In other words, I think every senior living operator should be evolving their operational models so as to work productively with Best Buy Health or similar entities if they choose to do so, and not to be outflanked by them in any case.

“Evolving” might mean finding more ways of serving older adults before they move into a senior living community, given that technology and services from Best Buy — and Amazon, and other companies — is quickly making aging in place more achievable. Senior living providers might branch into home care, act as consultants or care coordinators, or partner with PACE and other programs to reach older adults in the community.

And, evolving means maximizing the advantages that senior living communities have, by virtue of being people’s homes as well as health care settings. That means simultaneously elevating the resident experience — as organizations such as Holiday are doing — while also building up robust health and wellness capabilities. Providers must also collect data to show how these capabilities translate to fewer hospitalizations or other costly medical interventions.

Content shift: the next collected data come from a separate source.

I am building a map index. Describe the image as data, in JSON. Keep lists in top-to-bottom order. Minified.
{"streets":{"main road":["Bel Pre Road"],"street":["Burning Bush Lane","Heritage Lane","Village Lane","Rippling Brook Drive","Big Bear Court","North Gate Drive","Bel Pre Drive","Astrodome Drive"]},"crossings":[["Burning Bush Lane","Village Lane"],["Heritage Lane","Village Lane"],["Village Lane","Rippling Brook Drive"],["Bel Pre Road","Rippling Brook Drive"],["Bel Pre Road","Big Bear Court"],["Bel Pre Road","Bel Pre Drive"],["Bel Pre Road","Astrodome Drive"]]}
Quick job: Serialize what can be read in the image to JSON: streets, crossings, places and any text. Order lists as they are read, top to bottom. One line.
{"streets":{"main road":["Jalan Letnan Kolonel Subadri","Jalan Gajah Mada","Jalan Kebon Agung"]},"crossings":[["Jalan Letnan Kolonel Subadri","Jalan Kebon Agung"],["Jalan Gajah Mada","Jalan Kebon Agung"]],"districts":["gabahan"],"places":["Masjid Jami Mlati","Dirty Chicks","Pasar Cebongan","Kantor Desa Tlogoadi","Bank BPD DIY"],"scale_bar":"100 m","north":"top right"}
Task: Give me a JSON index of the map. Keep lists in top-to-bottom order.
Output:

If providers cannot bring that data to the table, they certainly will not be able to negotiate effectively to get their share of cost savings achieved by working with the likes of Best Buy Health.

In other words, senior living providers must recognize their place in the health care ecosystem, make changes to maximize the value of that position, and collect data so that they know and can demonstrate that value. Or, they should expect that disruptors from other sectors will come in, change how buildings operate, and extract significant dollars from the industry.